Problem details: Lines that contain the string "Brazaičio" are the ones to list; copy all of them from the records.
======== Data shown
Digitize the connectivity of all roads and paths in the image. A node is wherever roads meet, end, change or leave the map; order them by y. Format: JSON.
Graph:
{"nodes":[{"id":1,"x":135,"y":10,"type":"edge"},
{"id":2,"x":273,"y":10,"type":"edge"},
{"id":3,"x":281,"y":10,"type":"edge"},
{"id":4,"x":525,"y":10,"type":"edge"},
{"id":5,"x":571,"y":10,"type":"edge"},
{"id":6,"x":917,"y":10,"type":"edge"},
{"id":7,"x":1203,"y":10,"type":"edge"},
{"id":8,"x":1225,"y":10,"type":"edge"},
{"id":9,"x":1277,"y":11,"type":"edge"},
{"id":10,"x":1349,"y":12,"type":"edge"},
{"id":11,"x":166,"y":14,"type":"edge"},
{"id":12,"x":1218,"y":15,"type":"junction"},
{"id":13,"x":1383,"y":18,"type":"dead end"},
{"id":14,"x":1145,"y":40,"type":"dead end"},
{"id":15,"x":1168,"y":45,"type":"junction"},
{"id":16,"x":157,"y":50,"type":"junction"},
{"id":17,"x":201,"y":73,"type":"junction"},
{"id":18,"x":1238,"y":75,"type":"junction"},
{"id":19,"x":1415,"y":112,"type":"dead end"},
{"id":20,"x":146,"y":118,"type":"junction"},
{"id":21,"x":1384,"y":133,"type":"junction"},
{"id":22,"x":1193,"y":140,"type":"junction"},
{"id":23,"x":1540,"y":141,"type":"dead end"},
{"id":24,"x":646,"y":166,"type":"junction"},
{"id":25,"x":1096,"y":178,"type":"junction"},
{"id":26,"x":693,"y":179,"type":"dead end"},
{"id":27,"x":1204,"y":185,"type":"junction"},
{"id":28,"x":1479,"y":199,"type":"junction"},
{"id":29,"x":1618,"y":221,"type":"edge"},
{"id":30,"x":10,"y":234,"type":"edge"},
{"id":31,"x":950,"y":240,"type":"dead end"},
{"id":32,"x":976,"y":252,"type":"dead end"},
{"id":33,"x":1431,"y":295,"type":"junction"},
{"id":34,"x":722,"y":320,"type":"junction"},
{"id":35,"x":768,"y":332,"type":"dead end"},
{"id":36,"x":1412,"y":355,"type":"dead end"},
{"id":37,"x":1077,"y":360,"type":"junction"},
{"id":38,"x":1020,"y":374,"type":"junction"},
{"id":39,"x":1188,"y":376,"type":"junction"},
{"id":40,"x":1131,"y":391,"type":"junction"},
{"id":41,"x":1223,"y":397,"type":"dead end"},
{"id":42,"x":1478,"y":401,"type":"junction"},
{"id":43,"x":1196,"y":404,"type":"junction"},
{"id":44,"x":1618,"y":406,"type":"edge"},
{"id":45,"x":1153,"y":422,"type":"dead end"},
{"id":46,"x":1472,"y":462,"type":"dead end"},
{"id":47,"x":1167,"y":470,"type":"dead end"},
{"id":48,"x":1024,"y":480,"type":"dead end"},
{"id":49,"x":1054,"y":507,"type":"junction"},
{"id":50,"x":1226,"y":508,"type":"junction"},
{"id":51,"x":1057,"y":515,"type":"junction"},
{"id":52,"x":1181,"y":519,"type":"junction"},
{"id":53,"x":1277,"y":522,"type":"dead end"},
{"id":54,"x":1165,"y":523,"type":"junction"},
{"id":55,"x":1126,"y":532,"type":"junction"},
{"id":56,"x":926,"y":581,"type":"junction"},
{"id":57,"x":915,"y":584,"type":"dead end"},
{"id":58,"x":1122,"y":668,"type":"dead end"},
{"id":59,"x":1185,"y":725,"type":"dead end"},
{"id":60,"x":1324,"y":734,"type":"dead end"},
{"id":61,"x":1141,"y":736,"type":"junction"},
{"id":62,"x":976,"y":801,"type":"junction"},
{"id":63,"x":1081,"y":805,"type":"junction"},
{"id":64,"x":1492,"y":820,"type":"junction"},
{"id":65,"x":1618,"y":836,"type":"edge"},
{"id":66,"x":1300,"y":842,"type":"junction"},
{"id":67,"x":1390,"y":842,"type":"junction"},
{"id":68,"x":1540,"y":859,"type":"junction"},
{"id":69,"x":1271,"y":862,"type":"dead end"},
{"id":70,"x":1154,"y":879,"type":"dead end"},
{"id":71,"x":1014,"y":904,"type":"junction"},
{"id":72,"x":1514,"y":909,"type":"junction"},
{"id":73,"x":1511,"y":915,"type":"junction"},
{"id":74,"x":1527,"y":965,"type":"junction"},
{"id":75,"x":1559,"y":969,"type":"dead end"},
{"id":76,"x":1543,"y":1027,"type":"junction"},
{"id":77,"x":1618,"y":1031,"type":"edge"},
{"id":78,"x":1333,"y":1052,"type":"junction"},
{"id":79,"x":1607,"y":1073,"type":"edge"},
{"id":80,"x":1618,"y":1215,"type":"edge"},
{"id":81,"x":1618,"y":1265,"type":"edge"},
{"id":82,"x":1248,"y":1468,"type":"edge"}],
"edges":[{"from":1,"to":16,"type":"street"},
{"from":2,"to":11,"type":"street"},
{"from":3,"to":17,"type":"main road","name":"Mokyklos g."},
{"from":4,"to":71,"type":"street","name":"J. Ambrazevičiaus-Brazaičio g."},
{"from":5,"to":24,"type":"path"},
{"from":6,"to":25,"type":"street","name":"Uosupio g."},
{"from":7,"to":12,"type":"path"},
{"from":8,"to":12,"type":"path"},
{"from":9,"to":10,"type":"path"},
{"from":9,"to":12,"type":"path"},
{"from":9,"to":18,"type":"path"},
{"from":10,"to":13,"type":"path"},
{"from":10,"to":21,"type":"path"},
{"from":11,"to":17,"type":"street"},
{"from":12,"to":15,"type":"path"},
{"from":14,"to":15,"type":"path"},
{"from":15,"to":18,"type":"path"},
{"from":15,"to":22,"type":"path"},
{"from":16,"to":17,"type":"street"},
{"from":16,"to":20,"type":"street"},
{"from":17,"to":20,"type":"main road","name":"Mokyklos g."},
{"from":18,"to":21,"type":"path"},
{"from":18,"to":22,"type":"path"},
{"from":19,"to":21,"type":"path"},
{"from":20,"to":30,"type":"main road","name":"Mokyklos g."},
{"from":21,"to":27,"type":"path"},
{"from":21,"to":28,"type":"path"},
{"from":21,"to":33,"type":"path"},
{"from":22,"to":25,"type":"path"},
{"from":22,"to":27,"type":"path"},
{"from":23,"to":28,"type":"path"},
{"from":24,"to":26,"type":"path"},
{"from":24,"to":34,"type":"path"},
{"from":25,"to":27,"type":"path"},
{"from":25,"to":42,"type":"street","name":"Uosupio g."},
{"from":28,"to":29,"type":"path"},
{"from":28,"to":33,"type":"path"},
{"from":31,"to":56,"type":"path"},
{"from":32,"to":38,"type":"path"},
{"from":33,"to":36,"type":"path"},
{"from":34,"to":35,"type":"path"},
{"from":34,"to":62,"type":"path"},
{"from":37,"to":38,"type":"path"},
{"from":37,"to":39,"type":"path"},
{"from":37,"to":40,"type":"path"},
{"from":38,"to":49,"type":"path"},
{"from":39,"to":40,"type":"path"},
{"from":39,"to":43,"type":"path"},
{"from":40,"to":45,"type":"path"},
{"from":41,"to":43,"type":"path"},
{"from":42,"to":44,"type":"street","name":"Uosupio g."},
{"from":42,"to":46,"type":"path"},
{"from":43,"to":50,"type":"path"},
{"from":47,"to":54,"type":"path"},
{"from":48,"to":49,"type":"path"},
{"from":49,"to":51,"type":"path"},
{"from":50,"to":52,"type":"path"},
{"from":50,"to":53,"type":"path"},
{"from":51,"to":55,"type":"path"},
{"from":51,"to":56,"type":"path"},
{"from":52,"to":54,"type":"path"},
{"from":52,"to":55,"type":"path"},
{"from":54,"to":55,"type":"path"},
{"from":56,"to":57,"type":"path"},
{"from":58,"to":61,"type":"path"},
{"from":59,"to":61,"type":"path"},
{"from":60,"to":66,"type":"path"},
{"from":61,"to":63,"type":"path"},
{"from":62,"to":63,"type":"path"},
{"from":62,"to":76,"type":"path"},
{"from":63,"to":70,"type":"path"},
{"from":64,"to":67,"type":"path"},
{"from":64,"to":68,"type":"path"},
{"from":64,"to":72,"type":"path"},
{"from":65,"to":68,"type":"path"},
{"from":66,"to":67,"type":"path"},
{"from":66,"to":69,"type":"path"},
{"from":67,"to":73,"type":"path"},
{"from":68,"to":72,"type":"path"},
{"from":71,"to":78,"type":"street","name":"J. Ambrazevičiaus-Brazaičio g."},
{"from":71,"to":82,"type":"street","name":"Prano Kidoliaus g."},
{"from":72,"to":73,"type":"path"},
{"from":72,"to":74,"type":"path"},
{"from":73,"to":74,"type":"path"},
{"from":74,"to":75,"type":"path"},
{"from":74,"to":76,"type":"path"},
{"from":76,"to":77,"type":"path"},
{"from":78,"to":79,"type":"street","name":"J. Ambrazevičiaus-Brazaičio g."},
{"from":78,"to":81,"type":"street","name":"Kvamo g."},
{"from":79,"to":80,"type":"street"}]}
================
Reply:
{"from":4,"to":71,"type":"street","name":"J. Ambrazevičiaus-Brazaičio g."},
{"from":71,"to":78,"type":"street","name":"J. Ambrazevičiaus-Brazaičio g."},
{"from":78,"to":79,"type":"street","name":"J. Ambrazevičiaus-Brazaičio g."},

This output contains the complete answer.